Prior to joining the Peter A Allard School of Law at the University of British Columbia in 2021, Brenna Bhandar was a Reader in Law and Critical Theory at SOAS, University of London, and previously held faculty positions at Queen Mary School of Law, Kent Law School and the University of Reading Law School. She has also held visiting appointments at L’École des hautes études en science sociales (Paris) and the Stellenbosch University Faculty of Law (South Africa).

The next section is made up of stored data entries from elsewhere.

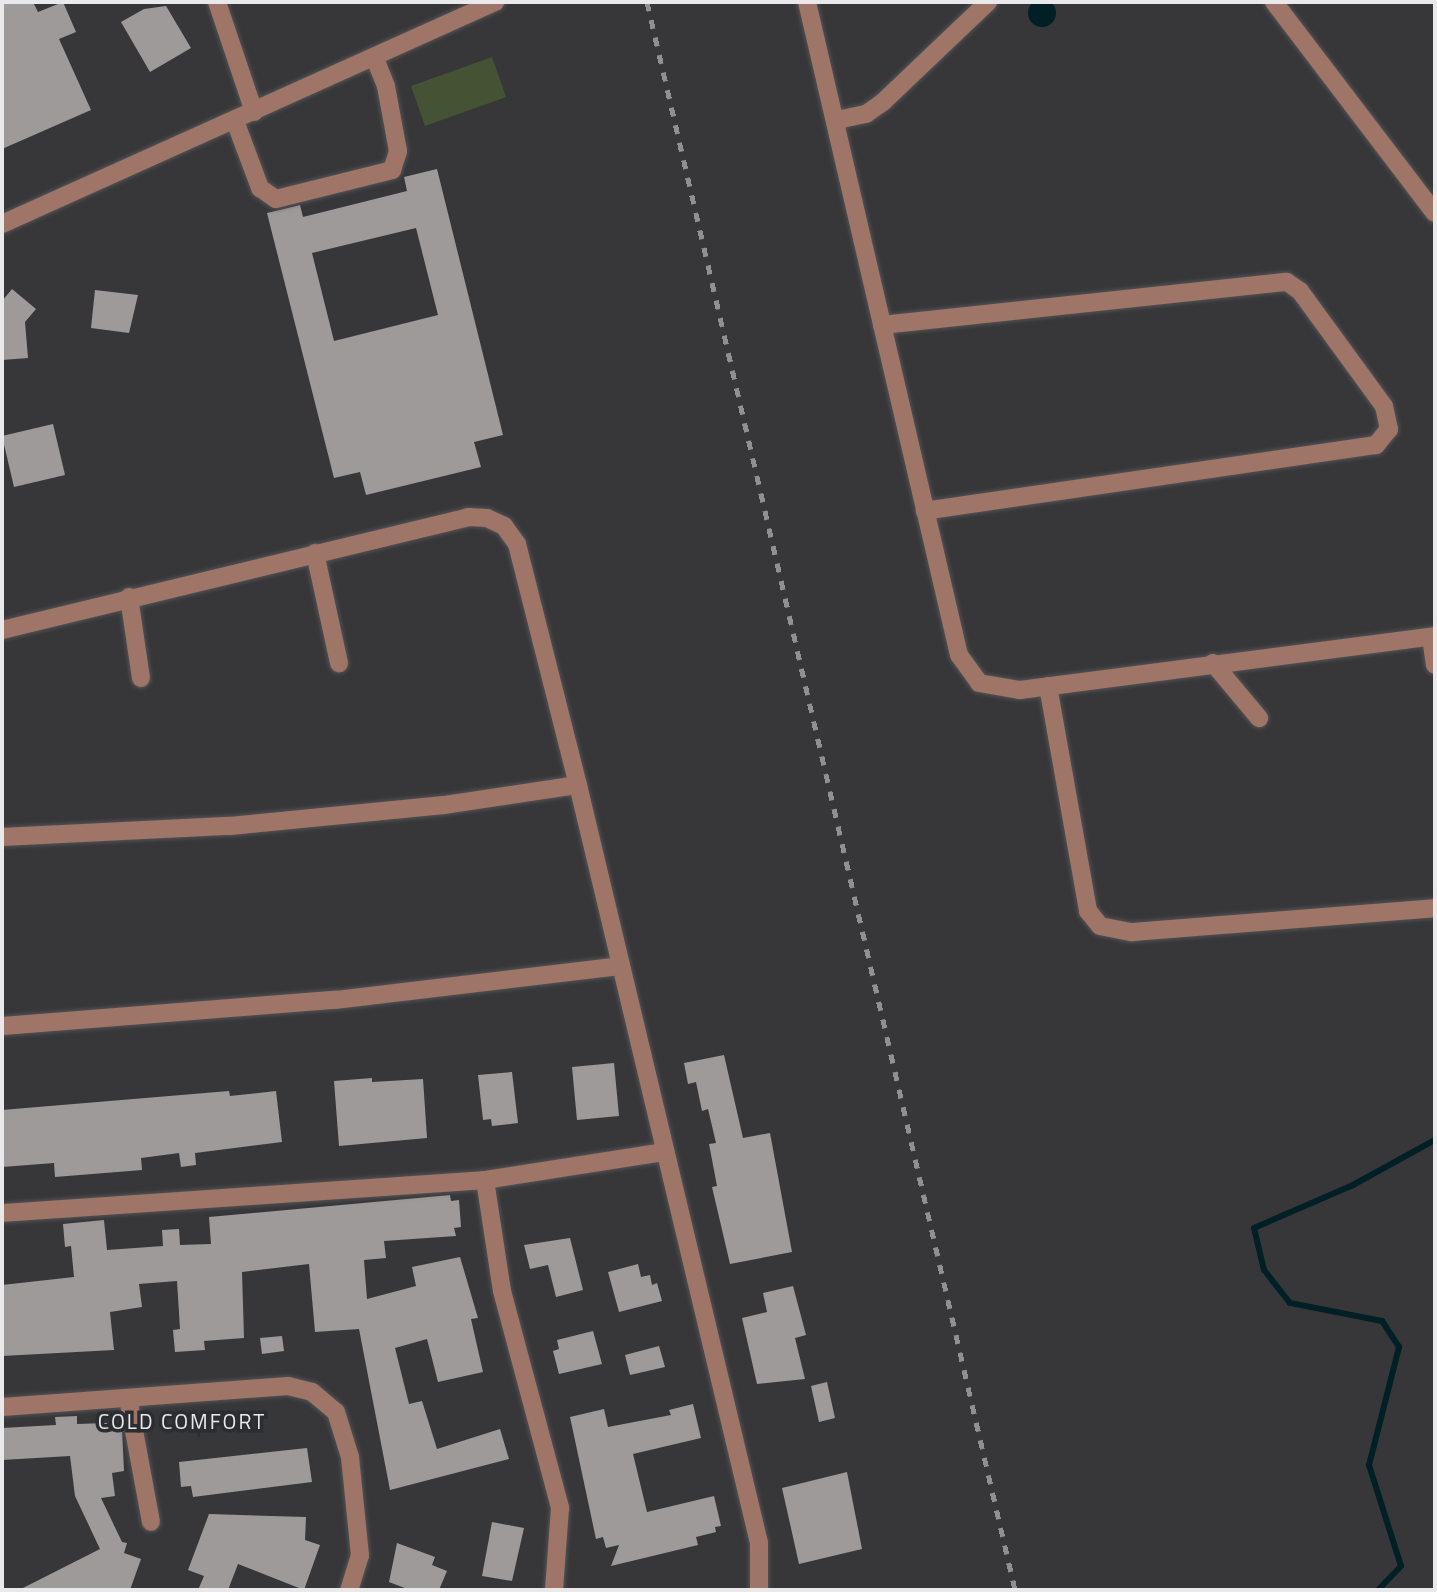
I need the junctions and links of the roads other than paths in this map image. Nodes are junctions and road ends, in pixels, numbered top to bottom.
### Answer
1 (217, 2) edge
2 (495, 2) edge
3 (807, 2) edge
4 (988, 2) edge
5 (1274, 2) edge
6 (375, 59) junction
7 (254, 112) junction
8 (837, 120) junction
9 (235, 121) junction
10 (1435, 213) edge
11 (2, 223) edge
12 (883, 325) junction
13 (926, 511) junction
14 (314, 553) junction
15 (129, 597) junction
16 (2, 630) edge
17 (1433, 636) edge
18 (340, 663) dead end
19 (1213, 663) junction
20 (1435, 666) edge
21 (141, 678) dead end
22 (1048, 686) junction
23 (1259, 718) dead end
24 (578, 785) junction
25 (2, 837) edge
26 (1435, 908) edge
27 (619, 966) junction
28 (2, 1026) edge
29 (664, 1152) junction
30 (485, 1180) junction
31 (2, 1213) edge
32 (128, 1398) junction
33 (2, 1407) edge
34 (151, 1522) dead end
35 (349, 1590) edge
36 (554, 1590) edge
37 (758, 1590) edge

1 - 7 street
2 - 6 street
3 - 8 street
4 - 8 street
5 - 10 street
6 - 7 street
6 - 9 street
7 - 9 street
8 - 12 street
9 - 11 street
12 - 13 street
12 - 13 street
13 - 22 street
14 - 15 street
14 - 18 street
14 - 24 street
15 - 16 street
15 - 21 street
17 - 19 street
17 - 20 street
19 - 22 street
19 - 23 street
22 - 26 street
24 - 25 street
24 - 27 street
27 - 28 street
27 - 29 street
29 - 30 street
29 - 37 street
30 - 31 street
30 - 36 street
32 - 33 street
32 - 34 street
32 - 35 street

Professor Bhandar’s research and teaching lie within the fields of property law, critical theory, colonial legal history and critical race feminism. She is the author or editor of 4 volumes, including  Colonial Lives of Property: Law Land and Racial Regimes of Ownership, published in 2018 with Duke University Press, and the co-authored book of interviews (with Rafeef Ziadah) Revolutionary Feminisms: Conversations on Collective Action and Radical Thought published in 2020 with Verso. Her work has been translated into Catalan, Spanish, German and Italian. 

Brenna is a research associate at the Centre for Palestine Studies, SOAS, University of London, and a member of the Radical Philosophy editorial collective. She is happy to supervise doctoral and post-doctoral researchers working broadly in the areas of property, critical theory, race, geography and colonialism.